• Exercise goal
Please reproduce the data in its entirety, word for word.

^^^^^^^^

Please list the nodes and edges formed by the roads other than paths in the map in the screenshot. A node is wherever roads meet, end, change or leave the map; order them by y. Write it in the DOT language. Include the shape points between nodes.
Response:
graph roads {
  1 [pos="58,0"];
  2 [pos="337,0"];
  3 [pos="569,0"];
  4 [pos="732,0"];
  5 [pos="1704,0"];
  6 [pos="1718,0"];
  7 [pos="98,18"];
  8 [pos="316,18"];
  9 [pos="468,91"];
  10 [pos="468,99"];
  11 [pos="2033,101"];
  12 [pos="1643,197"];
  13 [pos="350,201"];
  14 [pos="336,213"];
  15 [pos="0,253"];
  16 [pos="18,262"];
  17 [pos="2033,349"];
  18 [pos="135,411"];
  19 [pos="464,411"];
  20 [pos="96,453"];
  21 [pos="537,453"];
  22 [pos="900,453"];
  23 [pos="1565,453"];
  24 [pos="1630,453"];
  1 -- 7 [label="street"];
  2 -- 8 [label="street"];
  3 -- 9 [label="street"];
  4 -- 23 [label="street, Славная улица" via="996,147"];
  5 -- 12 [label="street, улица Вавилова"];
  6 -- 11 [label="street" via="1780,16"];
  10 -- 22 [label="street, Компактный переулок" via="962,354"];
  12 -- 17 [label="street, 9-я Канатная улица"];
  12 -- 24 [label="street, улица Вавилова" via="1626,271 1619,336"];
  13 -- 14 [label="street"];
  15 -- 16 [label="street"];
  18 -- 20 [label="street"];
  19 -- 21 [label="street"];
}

^^^^^^^^

• Task solution
Please list the nodes and edges formed by the roads other than paths in the map in the screenshot. A node is wherever roads meet, end, change or leave the map; order them by y. Write it in the DOT language. Include the shape points between nodes.
Response:
graph roads {
  1 [pos="58,0"];
  2 [pos="337,0"];
  3 [pos="569,0"];
  4 [pos="732,0"];
  5 [pos="1704,0"];
  6 [pos="1718,0"];
  7 [pos="98,18"];
  8 [pos="316,18"];
  9 [pos="468,91"];
  10 [pos="468,99"];
  11 [pos="2033,101"];
  12 [pos="1643,197"];
  13 [pos="350,201"];
  14 [pos="336,213"];
  15 [pos="0,253"];
  16 [pos="18,262"];
  17 [pos="2033,349"];
  18 [pos="135,411"];
  19 [pos="464,411"];
  20 [pos="96,453"];
  21 [pos="537,453"];
  22 [pos="900,453"];
  23 [pos="1565,453"];
  24 [pos="1630,453"];
  1 -- 7 [label="street"];
  2 -- 8 [label="street"];
  3 -- 9 [label="street"];
  4 -- 23 [label="street, Славная улица" via="996,147"];
  5 -- 12 [label="street, улица Вавилова"];
  6 -- 11 [label="street" via="1780,16"];
  10 -- 22 [label="street, Компактный переулок" via="962,354"];
  12 -- 17 [label="street, 9-я Канатная улица"];
  12 -- 24 [label="street, улица Вавилова" via="1626,271 1619,336"];
  13 -- 14 [label="street"];
  15 -- 16 [label="street"];
  18 -- 20 [label="street"];
  19 -- 21 [label="street"];
}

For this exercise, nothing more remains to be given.